Most existing computed tomography (CT)-ventilation imaging techniques are based on deformable image registration (DIR) of different respiratory phases of a four-dimensonal CT (4DCT) scan of the lung, followed by the quantification of local breathing-induced changes in Hounsfield Units (HU) or volume. To date, only moderate correlations have been reported between these CT-ventilation metrics and standard ventilation imaging modalities for adaptive lung radiation therapy. This study evaluates the use of stress maps derived from biomechanical model-based DIR as an alternative CT-ventilation metric. Six patients treated for lung cancer with conventional radiation therapy were retrospectively analyzed. For each patient, a 4DCT scan and Tc-99m SPECT-V image acquired for treatment planning were collected. Biomechanical model-based DIR was applied between the inhale and exhale phase of the 4DCT scans and stress maps were calculated. The voxel-wise correlation between the reference SPECT-V image and map of the maximum principal stress was measured with a Spearman correlation coefficient. The overlap between high (above the 75th percentile) and low (below the 25th percentile) functioning volumes extracted from the reference SPECT-V and the stress maps was measured with Dice similarity coefficients (DSC).

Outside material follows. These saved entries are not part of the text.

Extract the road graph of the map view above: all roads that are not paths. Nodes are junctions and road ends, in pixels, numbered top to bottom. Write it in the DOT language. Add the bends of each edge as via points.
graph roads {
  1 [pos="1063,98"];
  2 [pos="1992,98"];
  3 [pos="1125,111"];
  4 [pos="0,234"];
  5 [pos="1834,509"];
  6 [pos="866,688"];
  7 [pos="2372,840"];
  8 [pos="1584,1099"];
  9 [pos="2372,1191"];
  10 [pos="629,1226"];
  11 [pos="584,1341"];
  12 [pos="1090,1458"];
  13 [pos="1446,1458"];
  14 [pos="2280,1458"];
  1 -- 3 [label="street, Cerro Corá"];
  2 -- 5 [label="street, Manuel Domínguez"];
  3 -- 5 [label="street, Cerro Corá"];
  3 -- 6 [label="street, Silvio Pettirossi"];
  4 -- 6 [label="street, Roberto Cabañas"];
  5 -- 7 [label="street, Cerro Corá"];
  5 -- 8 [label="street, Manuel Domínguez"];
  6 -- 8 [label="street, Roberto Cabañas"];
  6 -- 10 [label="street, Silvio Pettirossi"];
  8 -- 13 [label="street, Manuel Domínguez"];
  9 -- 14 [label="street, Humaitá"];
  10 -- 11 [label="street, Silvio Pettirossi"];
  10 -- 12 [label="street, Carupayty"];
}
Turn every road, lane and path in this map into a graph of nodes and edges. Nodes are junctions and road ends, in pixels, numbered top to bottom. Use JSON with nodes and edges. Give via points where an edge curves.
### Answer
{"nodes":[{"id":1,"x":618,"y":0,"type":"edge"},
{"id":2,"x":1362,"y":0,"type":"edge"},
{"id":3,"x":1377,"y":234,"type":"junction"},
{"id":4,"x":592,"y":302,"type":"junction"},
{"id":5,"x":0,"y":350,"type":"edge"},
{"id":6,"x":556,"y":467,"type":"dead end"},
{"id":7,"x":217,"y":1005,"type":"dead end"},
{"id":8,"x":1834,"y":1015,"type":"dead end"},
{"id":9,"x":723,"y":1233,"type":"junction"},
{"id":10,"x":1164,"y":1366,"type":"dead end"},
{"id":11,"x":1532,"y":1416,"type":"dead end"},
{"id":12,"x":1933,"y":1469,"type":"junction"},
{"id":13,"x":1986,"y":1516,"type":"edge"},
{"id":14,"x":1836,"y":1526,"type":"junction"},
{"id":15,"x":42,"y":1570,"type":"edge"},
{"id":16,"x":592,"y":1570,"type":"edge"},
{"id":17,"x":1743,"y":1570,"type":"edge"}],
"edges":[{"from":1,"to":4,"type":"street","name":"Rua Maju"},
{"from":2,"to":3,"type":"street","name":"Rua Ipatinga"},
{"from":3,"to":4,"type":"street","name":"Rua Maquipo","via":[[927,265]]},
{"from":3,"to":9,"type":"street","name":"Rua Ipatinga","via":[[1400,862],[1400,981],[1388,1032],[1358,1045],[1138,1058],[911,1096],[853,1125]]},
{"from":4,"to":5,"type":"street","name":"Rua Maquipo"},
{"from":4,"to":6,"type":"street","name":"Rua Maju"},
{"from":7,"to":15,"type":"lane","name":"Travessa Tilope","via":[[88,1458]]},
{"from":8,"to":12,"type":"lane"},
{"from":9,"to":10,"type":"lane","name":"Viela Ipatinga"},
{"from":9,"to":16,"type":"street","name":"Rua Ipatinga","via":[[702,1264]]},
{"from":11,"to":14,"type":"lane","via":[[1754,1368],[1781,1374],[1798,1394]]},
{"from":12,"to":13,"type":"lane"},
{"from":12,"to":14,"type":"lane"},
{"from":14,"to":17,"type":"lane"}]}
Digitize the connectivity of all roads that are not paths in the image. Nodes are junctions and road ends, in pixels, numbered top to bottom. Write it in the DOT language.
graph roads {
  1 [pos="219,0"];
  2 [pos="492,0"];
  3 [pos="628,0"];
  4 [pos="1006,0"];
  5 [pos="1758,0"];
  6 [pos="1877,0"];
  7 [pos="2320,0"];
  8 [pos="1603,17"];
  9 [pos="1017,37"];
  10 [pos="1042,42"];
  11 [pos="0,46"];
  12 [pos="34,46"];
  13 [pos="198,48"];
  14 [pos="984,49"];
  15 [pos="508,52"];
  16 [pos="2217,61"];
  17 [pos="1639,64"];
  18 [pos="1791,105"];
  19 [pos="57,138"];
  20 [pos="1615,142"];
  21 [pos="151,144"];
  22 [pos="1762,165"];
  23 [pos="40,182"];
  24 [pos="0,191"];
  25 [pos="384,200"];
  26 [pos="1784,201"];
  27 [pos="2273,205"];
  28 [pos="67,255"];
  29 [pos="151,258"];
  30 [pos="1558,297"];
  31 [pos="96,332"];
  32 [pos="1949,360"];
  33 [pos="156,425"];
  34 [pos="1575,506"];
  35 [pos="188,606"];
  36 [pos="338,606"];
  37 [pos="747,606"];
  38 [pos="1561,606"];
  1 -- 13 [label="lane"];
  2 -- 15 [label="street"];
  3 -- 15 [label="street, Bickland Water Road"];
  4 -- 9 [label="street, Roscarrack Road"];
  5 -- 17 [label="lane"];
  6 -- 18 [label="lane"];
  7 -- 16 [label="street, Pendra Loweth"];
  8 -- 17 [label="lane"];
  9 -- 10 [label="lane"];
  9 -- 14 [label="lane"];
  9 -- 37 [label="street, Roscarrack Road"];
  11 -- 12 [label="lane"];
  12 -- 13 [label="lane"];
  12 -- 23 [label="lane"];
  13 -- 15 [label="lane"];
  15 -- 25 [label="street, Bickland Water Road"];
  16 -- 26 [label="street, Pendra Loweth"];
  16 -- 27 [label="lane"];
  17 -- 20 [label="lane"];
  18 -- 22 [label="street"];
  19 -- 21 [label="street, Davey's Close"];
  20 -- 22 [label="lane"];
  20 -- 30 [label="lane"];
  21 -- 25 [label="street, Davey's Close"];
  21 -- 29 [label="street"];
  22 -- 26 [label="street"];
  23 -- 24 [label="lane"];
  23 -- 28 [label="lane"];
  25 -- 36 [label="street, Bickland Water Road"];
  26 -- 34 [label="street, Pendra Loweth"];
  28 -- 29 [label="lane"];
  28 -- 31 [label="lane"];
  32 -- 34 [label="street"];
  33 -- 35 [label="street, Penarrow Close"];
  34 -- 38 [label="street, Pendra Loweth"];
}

The results were compared to those obtained when using two classical CT-ventilation metrics: the change in HU and Jacobian determinant. The mean Spearman correlation coefficients were: 0.37±18 and 0.39±13 and 0.59±0.13 considering the changes in HU, Jacobian and maximum principal stress, respectively. The corresponding mean DSC coefficients were 0.38±0.09, 0.37±0.07 and 0.52±0.07 for the high ventilation function volumes and 0.48±0.13, 0.44±0.09 and 0.52±0.07 for the low ventilation function volumes. For presenting a significantly stronger and more consistent correlation with standard SPECT-V images than previously proposed CT-ventilation metrics, stress maps derived with the proposed method appear to be a promising tool for incorporation into functional lung avoidance strategies.